YOUR TASK:
Report each line of the listing that carries the word "edges".
RECORDS PROVIDED START
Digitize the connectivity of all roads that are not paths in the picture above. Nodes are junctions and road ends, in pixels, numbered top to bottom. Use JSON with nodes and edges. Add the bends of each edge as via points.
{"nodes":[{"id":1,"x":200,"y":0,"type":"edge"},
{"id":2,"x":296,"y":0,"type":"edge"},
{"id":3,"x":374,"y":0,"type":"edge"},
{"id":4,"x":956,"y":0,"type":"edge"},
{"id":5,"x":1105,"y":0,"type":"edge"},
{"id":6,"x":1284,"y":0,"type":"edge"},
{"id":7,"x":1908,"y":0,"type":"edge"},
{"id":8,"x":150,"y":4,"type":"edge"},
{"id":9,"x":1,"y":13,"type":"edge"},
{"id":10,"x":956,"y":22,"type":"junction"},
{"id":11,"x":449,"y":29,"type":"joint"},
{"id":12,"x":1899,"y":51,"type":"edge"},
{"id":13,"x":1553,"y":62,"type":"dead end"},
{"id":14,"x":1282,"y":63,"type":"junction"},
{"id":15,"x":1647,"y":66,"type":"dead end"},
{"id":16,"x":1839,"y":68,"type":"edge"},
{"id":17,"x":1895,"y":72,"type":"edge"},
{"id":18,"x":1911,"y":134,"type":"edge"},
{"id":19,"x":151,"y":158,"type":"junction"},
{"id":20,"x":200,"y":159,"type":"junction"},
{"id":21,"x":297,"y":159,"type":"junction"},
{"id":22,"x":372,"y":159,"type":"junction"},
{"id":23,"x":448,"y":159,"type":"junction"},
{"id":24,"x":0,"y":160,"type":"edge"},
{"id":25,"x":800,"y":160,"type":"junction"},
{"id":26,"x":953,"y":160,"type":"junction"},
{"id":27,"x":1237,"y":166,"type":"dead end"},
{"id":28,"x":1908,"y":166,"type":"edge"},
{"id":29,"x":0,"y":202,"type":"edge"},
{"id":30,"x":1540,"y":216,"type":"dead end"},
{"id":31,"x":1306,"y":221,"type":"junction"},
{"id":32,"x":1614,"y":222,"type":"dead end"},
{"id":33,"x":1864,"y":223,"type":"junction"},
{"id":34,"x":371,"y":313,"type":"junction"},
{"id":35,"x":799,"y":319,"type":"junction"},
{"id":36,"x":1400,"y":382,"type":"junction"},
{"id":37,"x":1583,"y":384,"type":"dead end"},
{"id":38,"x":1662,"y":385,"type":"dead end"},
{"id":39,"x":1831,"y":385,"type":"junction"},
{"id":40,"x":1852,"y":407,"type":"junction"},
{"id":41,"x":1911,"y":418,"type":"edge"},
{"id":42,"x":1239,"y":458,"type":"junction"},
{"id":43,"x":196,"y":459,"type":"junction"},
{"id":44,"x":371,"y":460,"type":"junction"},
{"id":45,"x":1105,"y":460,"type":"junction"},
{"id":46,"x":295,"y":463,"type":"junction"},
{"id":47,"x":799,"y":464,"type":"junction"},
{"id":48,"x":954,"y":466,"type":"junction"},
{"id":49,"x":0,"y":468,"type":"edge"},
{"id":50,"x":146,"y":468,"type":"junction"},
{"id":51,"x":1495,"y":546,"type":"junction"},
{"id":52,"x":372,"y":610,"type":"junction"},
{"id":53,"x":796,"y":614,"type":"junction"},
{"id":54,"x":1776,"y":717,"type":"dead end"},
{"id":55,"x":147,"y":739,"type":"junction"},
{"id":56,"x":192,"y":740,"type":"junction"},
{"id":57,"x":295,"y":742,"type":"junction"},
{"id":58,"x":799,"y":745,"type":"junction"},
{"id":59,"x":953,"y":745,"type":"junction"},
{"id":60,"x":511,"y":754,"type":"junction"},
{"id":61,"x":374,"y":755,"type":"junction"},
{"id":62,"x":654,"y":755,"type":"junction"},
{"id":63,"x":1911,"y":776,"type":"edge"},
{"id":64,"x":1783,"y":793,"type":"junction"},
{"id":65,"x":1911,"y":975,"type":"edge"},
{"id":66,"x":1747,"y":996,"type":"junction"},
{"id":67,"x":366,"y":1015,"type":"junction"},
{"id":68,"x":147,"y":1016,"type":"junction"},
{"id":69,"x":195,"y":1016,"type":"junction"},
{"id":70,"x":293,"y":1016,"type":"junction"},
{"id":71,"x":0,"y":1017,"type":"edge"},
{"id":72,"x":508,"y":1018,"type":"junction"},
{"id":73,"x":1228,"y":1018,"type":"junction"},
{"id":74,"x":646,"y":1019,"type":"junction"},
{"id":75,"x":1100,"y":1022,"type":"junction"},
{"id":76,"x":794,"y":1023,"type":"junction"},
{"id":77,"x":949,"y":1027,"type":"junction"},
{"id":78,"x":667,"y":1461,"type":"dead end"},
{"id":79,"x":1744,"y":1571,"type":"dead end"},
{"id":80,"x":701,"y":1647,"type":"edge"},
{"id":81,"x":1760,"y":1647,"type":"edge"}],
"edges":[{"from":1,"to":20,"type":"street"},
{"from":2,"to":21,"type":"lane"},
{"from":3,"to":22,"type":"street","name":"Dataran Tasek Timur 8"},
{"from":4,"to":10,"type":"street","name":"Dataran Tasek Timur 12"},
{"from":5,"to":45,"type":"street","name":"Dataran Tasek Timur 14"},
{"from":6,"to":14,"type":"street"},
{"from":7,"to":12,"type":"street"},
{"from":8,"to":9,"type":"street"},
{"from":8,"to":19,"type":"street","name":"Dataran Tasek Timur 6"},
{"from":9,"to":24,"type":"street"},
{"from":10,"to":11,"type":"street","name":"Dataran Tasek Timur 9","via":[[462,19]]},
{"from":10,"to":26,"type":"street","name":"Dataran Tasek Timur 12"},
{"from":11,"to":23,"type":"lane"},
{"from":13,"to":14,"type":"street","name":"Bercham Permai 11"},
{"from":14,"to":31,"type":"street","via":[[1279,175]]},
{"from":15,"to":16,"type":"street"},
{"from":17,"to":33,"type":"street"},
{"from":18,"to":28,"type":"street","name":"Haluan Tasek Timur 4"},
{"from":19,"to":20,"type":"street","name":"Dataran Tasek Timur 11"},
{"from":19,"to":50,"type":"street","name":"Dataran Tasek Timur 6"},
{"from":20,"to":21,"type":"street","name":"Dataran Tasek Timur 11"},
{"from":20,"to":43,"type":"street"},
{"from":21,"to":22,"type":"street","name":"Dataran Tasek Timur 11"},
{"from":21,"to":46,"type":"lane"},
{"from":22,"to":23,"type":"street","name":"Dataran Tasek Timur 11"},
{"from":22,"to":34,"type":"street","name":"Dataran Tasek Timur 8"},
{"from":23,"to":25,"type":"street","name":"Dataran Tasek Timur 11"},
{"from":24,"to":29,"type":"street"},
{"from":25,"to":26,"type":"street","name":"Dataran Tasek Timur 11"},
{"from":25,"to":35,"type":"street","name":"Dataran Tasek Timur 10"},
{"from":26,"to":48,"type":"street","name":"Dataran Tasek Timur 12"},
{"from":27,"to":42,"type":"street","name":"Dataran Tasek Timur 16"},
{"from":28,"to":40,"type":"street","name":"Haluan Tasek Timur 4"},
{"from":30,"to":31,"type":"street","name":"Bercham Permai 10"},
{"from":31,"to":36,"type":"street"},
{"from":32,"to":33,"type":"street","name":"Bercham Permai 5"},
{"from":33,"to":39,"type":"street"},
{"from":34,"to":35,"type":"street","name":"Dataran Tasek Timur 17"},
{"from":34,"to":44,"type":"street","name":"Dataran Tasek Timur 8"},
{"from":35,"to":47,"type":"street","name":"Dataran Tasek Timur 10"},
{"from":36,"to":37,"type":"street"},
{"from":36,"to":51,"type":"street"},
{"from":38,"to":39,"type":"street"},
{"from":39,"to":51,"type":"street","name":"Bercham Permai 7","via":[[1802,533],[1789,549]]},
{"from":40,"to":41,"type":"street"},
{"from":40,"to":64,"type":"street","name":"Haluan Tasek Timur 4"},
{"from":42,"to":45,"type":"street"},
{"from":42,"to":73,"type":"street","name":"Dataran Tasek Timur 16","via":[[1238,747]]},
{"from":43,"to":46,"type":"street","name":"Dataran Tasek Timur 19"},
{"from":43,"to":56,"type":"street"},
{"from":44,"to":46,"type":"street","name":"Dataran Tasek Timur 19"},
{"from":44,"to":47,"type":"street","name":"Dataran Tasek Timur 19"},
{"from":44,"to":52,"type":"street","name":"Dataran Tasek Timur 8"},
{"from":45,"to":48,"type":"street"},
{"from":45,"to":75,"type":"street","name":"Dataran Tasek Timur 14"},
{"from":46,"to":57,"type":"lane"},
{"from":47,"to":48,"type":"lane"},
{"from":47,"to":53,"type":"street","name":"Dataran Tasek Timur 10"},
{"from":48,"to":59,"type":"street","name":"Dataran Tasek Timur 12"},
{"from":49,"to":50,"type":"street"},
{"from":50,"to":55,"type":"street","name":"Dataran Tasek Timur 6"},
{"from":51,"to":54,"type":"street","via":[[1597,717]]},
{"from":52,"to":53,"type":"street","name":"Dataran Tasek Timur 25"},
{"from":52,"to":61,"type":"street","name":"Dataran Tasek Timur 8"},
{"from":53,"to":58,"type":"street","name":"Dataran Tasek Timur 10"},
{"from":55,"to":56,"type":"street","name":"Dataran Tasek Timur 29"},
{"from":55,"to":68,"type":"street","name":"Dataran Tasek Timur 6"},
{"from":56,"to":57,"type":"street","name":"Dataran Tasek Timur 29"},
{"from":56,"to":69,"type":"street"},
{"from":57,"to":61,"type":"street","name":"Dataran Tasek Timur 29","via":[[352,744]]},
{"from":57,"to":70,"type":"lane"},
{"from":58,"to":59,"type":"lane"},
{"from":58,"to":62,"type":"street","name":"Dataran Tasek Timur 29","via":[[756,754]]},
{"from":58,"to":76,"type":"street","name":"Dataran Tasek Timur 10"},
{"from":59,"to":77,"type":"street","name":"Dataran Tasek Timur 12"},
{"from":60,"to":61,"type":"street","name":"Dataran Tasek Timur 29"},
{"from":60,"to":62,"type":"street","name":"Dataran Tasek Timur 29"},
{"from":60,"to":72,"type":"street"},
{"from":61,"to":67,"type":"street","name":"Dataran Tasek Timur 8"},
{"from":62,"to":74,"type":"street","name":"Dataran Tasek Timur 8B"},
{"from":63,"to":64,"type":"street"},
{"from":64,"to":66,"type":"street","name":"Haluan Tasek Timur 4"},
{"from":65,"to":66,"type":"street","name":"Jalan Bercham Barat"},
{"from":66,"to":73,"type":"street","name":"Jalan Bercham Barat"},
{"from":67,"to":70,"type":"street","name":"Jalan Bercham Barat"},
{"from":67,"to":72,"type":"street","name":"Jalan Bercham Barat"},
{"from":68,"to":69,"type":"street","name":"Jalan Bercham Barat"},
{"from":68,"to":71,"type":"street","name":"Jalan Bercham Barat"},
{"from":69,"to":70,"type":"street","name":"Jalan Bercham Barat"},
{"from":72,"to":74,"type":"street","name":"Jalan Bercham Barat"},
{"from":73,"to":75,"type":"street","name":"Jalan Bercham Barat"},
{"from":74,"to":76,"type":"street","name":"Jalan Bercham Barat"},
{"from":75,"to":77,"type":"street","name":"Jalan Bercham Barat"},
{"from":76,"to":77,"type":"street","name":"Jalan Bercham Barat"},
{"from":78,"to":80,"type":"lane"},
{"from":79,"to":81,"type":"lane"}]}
RECORDS PROVIDED END
ANSWER TO THIS EXERCISE:
Digitize the connectivity of all roads that are not paths in the picture above. Nodes are junctions and road ends, in pixels, numbered top to bottom. Use JSON with nodes and edges. Add the bends of each edge as via points.
"edges":[{"from":1,"to":20,"type":"street"},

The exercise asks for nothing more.